# Process gefs_all

A script that takes gefs_all.csv from the IRLSetup github page and turns it into the long form for easy and quick analysis.

In [76]:
import pandas as pd
import numpy as np
import math
import matplotlib.pyplot as plt
%matplotlib inline

In [2]:
def get_wspd_wdir(u, v):
    
    # return NAs if any are such
    if np.isnan([u, v]).any():
        return [np.nan, np.nan]
    
    # make sure u and v are floats
    u = float(u)
    v = float(v)
    
    wspd = math.sqrt(math.pow(u, 2) + math.pow(v, 2))
    wdir = math.atan2(-1 * u, -1 * v) * 57.2957795131 # 57.2957795131 is 180 / pi
    if wdir < 0:    # atan2 goes from -pi to pi, so you need to
        wdir += 360 # add 360 in case wdir is negative
    return [wspd, int(round(wdir))]

In [None]:
data_url = 'https://raw.githubusercontent.com/fit-winds/IRLSetup/master/data/gefs_all.csv'
gefs_all = pd.read_csv(data_url)

In [None]:
gefs_all['runtime'] = pd.to_datetime(gefs_all['runtime'])
gefs_all['validtime'] = pd.to_datetime(gefs_all['validtime'])

In [None]:
cols_u = [col for col in gefs_all.columns if '.u' in col]
cols_v = [col for col in gefs_all.columns if '.v' in col]
gefs_u_melt = pd.melt(gefs_all, id_vars=['runtime', 'validtime', 'fcsthour'], 
                      value_vars=cols_u, var_name='member', value_name='u')
gefs_v_melt = pd.melt(gefs_all, id_vars=['runtime', 'validtime', 'fcsthour'], 
                      value_vars=cols_v, var_name='member', value_name='v')
gefs_u_melt['member'] = gefs_u_melt['member'].str.replace('.u', '')
gefs_v_melt['member'] = gefs_v_melt['member'].str.replace('.v', '')
gefs_melt = gefs_u_melt.copy()
gefs_melt['v'] = gefs_v_melt['v']
del(data_url, gefs_all, cols_u, cols_v, gefs_u_melt, gefs_v_melt)

In [None]:
# create arrays to store wind run and setup info
wndrun_u = np.zeros(len(gefs_melt['runtime']))
wndrun_u[:] = np.nan
wndrun_v = wndrun_u.copy()
setup = wndrun_u.copy()

In [None]:
# now iterate over gefs_melt and calculate wndrun_u, wndrun_v, and setup.
# note that this only calculates these values for the ensemble members and
# it takes a LONG time to run!
i = 0
for row in gefs_melt.itertuples():
    # only perform calculation if we have enough data to calculate a wind run
    if (row[4] != 'kmlb') & (row[3] >= 9):
        wndrun = gefs_melt[(gefs_melt['runtime'] == row[1]) & (gefs_melt['member'] == row[4]) 
                           & (gefs_melt['fcsthour'] <= row[3]) & (gefs_melt['fcsthour'] > row[3] - 12)].mean()

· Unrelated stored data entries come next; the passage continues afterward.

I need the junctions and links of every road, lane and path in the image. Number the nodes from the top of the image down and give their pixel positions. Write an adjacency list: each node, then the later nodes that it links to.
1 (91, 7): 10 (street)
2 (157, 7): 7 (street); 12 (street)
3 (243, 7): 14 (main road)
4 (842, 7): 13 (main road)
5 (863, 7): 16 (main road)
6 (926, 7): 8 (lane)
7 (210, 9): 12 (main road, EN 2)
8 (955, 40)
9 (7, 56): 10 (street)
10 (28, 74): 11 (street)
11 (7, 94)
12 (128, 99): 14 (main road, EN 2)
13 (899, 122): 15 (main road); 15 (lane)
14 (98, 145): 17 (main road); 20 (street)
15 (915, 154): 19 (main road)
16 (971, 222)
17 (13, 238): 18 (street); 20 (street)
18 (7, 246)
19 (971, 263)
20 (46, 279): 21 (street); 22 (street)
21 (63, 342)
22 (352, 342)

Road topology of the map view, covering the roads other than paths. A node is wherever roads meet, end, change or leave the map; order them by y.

        # update arrays with calculated wind runs
        wndrun_u[i], wndrun_v[i] = wndrun[1:3]

        # now on to calculating setup
        wndrun_wspd_wdir = get_wspd_wdir(wndrun[1], wndrun[2])

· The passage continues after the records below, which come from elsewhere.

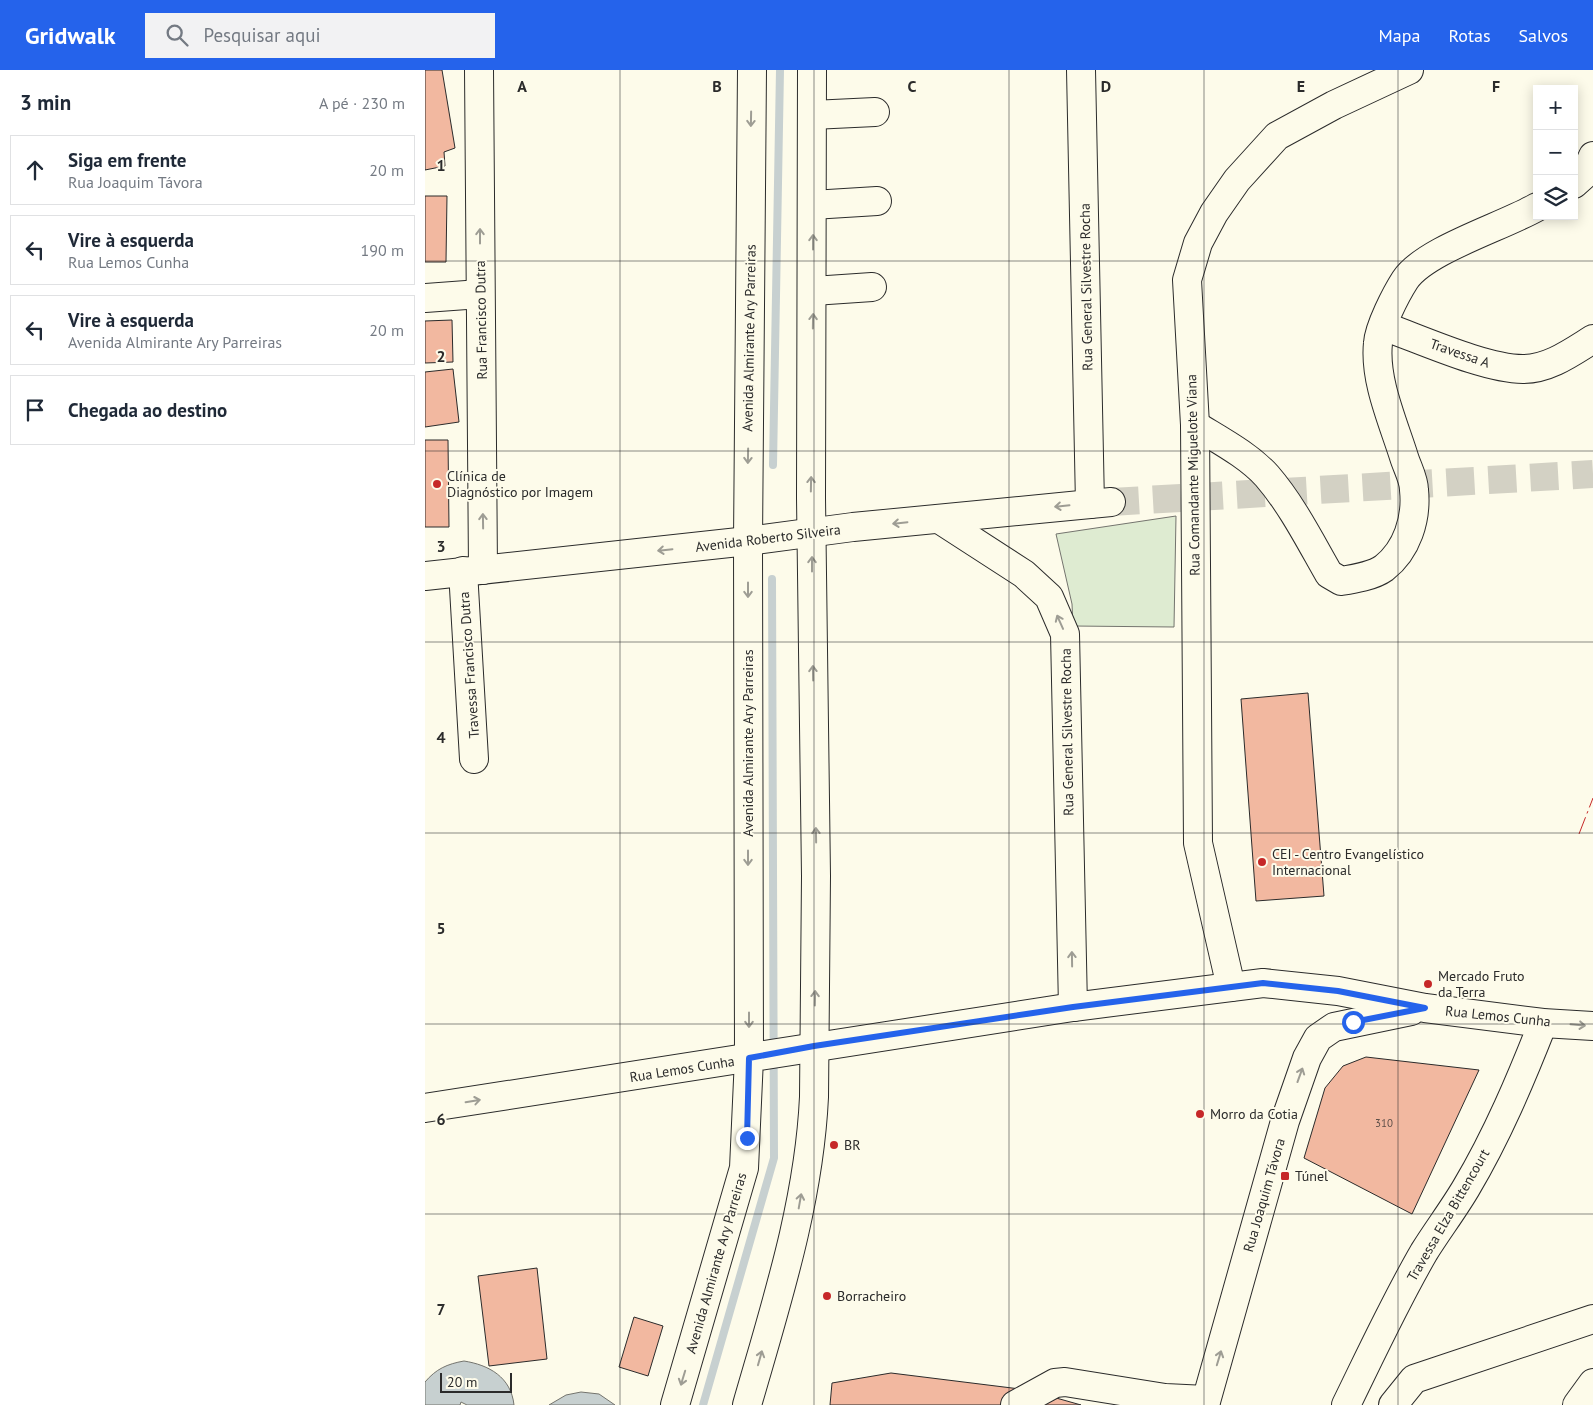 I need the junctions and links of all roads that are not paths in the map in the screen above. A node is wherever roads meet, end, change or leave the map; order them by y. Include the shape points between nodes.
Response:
1 (479, 70) edge
2 (752, 70) edge
3 (812, 70) edge
4 (1081, 70) edge
5 (1409, 70) edge
6 (875, 112) dead end
7 (812, 115) junction
8 (1593, 156) edge
9 (1578, 180) edge
10 (877, 201) dead end
11 (812, 205) junction
12 (1533, 209) edge
13 (872, 287) dead end
14 (813, 291) junction
15 (480, 294) junction
16 (425, 298) edge
17 (1383, 326) junction
18 (1593, 339) edge
19 (1195, 425) junction
20 (1100, 503) joint
21 (939, 519) junction
22 (812, 533) junction
23 (748, 541) junction
24 (473, 570) junction
25 (425, 576) edge
26 (475, 759) dead end
27 (1231, 987) junction
28 (1073, 1007) junction
29 (1425, 1008) junction
30 (1543, 1023) junction
31 (1593, 1026) edge
32 (781, 1052) junction
33 (425, 1108) edge
34 (1593, 1319) edge
35 (1593, 1383) edge
36 (1205, 1403) edge
37 (675, 1405) edge
38 (747, 1405) edge
39 (1015, 1405) edge
40 (1346, 1405) edge
41 (1393, 1405) edge
42 (1577, 1405) edge

15 -> 1 main road, Rua Francisco Dutra
2 -> 23 main road, Avenida Almirante Ary Parreiras
3 - 7 main road, Avenida Almirante Ary Parreiras
4 - 20 main road, Rua General Silvestre Rocha via 1089,442
5 - 19 main road, Rua Comandante Miguelote Viana via 1277,136 1237,180 1214,213 1198,243 1187,280
6 - 7 main road
7 - 11 main road, Avenida Almirante Ary Parreiras
8 - 9 main road via 1585,174
10 - 11 main road
14 -> 11 main road, Avenida Almirante Ary Parreiras
12 - 17 main road via 1431,256 1416,267 1405,280
13 - 14 main road
22 -> 14 main road, Avenida Almirante Ary Parreiras
15 - 16 main road
24 -> 15 main road, Rua Francisco Dutra
17 - 18 main road, Travessa A via 1490,364 1524,369 1558,361
17 - 19 main road via 1378,343 1382,387 1414,489 1413,521 1403,549 1383,569 1341,581 1329,574 1266,475
19 - 27 main road, Rua Comandante Miguelote Viana via 1198,843
20 -> 21 main road, Avenida Roberto Silveira
21 -> 22 main road, Avenida Roberto Silveira
28 -> 21 main road, Rua General Silvestre Rocha via 1065,634 1049,597 1025,574
22 - 23 main road, Avenida Roberto Silveira
32 -> 22 main road, Avenida Almirante Ary Parreiras via 816,876
23 -> 24 main road, Avenida Roberto Silveira
23 -> 32 main road, Avenida Almirante Ary Parreiras
24 - 25 main road, Avenida Roberto Silveira
24 - 26 main road, Travessa Francisco Dutra
27 - 28 main road, Rua Lemos Cunha
27 - 29 main road, Rua Lemos Cunha via 1263,983 1302,987
28 - 32 main road, Rua Lemos Cunha
29 - 30 main road, Rua Lemos Cunha
36 -> 29 main road, Rua Joaquim Távora via 1285,1121 1307,1058 1318,1038 1334,1027
30 -> 31 main road, Rua Lemos Cunha
30 - 40 main road, Travessa Elza Bittencourt via 1487,1148 1399,1299
33 -> 32 main road, Rua Lemos Cunha
32 -> 37 main road, Avenida Almirante Ary Parreiras via 747,1138 742,1176
38 -> 32 main road, Avenida Almirante Ary Parreiras via 795,1230 812,1131
34 - 41 main road via 1414,1379
35 - 42 main road
36 - 39 main road via 1065,1382 1055,1383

        u1 = wndrun_wspd_wdir[0] * math.cos(math.radians(wndrun_wspd_wdir[1] + 10))
        u2 = wndrun_wspd_wdir[0] * math.cos(math.radians(wndrun_wspd_wdir[1] + 26))
        u_r = -1 * (u1 * 28 + u2 * 70) / 98
        setup[i] = 1.637 * math.copysign(1, u_r) * math.pow(abs(u_r), 1.5)
            
    i += 1
    if i % 1050 == 0:
        print(str(i/1050) + '% complete.')

In [None]:
gefs_melt['wndrun_u'] = wndrun_u
gefs_melt['wndrun_v'] = wndrun_v
gefs_melt['setup'] = setup

In [None]:
gefs_melt.to_csv('member_setup_done.csv', index=False)

In [78]:
gefs_melt = pd.read_csv('member_setup_done.csv')
gefs_melt['runtime'] = pd.to_datetime(gefs_melt['runtime'])
gefs_melt['validtime'] = pd.to_datetime(gefs_melt['validtime'])
kmlb_asos = pd.read_csv('kmlb_setup.csv')
kmlb_asos['validtime'] = pd.to_datetime(kmlb_asos['validtime'])

In [79]:
# fill in kmlb wind run and setup values
i = 0
for row in gefs_melt.itertuples():
    if row[4] == 'kmlb':
        df = kmlb_asos[kmlb_asos['validtime'] == row[2]]
        # only update info if we have kmlb data for this valid time
        if len(df) > 0:
            gefs_melt.at[i, 'u'] = df['u']
            gefs_melt.at[i, 'v'] = df['v']
            gefs_melt.at[i, 'wndrun_u'] = df['wndrun_u']
            gefs_melt.at[i, 'wndrun_v'] = df['wndrun_v']
            gefs_melt.at[i, 'setup'] = df['setup']
    i += 1

In [80]:
gefs_melt.to_csv('gefs_all.csv', index=False)

In [84]:
# now calculate the setup error
gefs_melt['setup_error'] = np.nan
for i in range(0, len(gefs_melt)):
# for i in range(0, 1050):
    if gefs_melt.loc[i, 'member'] != 'kmlb':
        fcst_setup = gefs_melt.loc[i, 'setup']
        try:
            obs_setup = kmlb_asos[kmlb_asos['validtime'] == gefs_melt.loc[i, 'validtime']]['setup'].values[0]
        except IndexError:
            obs_setup = np.nan
        gefs_melt.loc[i, 'setup_error'] = fcst_setup - obs_setup
#         print(fcst_setup, obs_setup)
    if i % 1050 == 0:
        print(str(i/1050) + '% complete.')

0.0% complete.
1.0% complete.
2.0% complete.
3.0% complete.
4.0% complete.
5.0% complete.
6.0% complete.
7.0% complete.
8.0% complete.
9.0% complete.
10.0% complete.
11.0% complete.
12.0% complete.
13.0% complete.
14.0% complete.
15.0% complete.
16.0% complete.
17.0% complete.
18.0% complete.
19.0% complete.
20.0% complete.
21.0% complete.
22.0% complete.
23.0% complete.
24.0% complete.
25.0% complete.
26.0% complete.
27.0% complete.
28.0% complete.
29.0% complete.
30.0% complete.
31.0% complete.
32.0% complete.
33.0% complete.
34.0% complete.
35.0% complete.
36.0% complete.
37.0% complete.
38.0% complete.
39.0% complete.
40.0% complete.
41.0% complete.
42.0% complete.
43.0% complete.
44.0% complete.
45.0% complete.
46.0% complete.
47.0% complete.
48.0% complete.
49.0% complete.
50.0% complete.
51.0% complete.
52.0% complete.
53.0% complete.
54.0% complete.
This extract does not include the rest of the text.